Interferons (IFNs), in addition to inducing an antiviral state in uninfected cells, are able to affect cell physiology, including cell differentiation. In this respect hematopoiesis is certainly the area in which most data have accumulated. In general IFN-alpha or -beta inhibit cell growth of normal progenitors of hematopoietic lineages. In leukemia cell cultures IFNs may either stimulate or inhibit cell growth and differentiation. We report here different biological effects of murine (mu) IFN-alpha 1, -beta, and -gamma species on the erythroid differentiation of dimethyl sulfoxide (DMSO)-induced Friend leukemia cells. Treatment with mu recombinant IFN-beta enhances DMSO-induced FLC differentiation, whereas treatment with IFN-alpha 1 species as well as with natural and recombinant mu IFN-gamma preparations only inhibits it. All these observed effects are neutralized by monoclonal antibodies against IFN-alpha, -beta, and -gamma species.

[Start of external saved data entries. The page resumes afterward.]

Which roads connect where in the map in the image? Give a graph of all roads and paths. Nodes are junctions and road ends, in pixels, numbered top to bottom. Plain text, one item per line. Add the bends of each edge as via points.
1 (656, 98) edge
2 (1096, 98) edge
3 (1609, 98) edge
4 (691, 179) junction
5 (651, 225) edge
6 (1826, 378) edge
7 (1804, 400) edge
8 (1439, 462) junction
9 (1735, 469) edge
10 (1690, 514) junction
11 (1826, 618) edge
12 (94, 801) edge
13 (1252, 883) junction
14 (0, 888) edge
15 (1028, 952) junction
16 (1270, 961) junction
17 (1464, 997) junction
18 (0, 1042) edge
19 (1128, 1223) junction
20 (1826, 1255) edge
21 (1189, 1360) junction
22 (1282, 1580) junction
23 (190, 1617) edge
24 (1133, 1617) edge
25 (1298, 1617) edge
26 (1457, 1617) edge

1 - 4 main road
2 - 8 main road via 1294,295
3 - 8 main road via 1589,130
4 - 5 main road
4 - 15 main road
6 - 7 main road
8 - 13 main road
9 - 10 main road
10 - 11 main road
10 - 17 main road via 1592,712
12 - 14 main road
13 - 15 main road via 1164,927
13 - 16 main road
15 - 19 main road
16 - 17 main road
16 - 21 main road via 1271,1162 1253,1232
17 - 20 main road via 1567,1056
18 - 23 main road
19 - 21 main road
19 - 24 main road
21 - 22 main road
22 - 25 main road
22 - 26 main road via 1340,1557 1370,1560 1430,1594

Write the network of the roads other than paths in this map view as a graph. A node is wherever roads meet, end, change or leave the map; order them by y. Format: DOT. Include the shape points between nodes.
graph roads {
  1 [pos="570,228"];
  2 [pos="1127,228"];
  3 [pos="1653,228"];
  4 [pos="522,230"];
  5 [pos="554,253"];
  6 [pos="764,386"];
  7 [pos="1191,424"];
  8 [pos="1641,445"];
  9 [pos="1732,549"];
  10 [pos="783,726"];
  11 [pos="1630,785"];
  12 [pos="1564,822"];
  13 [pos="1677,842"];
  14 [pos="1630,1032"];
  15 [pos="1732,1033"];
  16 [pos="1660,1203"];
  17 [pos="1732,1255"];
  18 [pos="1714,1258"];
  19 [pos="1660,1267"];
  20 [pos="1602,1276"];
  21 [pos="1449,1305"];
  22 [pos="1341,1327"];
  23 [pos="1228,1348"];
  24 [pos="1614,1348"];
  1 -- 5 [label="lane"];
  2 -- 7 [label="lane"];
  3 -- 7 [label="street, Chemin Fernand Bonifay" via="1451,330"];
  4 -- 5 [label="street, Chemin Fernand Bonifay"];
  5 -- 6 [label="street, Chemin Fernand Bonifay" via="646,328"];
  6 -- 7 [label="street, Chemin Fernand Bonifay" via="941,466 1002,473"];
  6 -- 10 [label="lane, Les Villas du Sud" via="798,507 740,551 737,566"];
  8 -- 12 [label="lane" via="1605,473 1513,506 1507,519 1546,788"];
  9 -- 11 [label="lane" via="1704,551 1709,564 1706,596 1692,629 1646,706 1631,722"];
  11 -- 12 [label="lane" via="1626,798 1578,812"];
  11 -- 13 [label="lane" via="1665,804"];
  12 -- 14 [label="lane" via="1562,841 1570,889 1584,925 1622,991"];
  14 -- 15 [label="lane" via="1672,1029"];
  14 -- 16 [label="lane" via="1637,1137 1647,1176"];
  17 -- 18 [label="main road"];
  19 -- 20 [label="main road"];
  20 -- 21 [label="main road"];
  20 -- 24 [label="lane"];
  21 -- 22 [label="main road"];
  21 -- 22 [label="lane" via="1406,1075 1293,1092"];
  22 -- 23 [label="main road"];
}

When mu fibroblast IFN (a mixture of alpha and beta species) was used, the inhibitory effect attributable to IFN-alpha was partly overshadowed by the simultaneous presence of a majority of IFN-beta molecules exerting the opposite effect. This is in agreement with data obtained neutralizing fibroblast IFN preparations with excess amounts of monoclonal antibodies against IFN-beta (G.B. Rossi et al., 1988, "The Status of Differentiation Therapy of Cancer," Raven Press, New York) and with our previous reports indicating that mu fibroblast IFN can either enhance or inhibit DMSO-induced differentiation when administered at low (less than 500 U/ml) or high (greater than 5000 U/ml) doses, respectively. The inhibitory effect of IFN-alpha 1 on cell differentiation is not linked to any inhibitory effect on cell growth. Results obtained analyzing the effect of IFN-alpha 1 and -beta on various IFN-resistant FLC clones indicate that different mechanisms underlie the stimulatory effect of IFN-beta and the inhibitory effect of IFN-alpha 1. These results shed light on possibly distinct physiological roles of the various species of IFNs.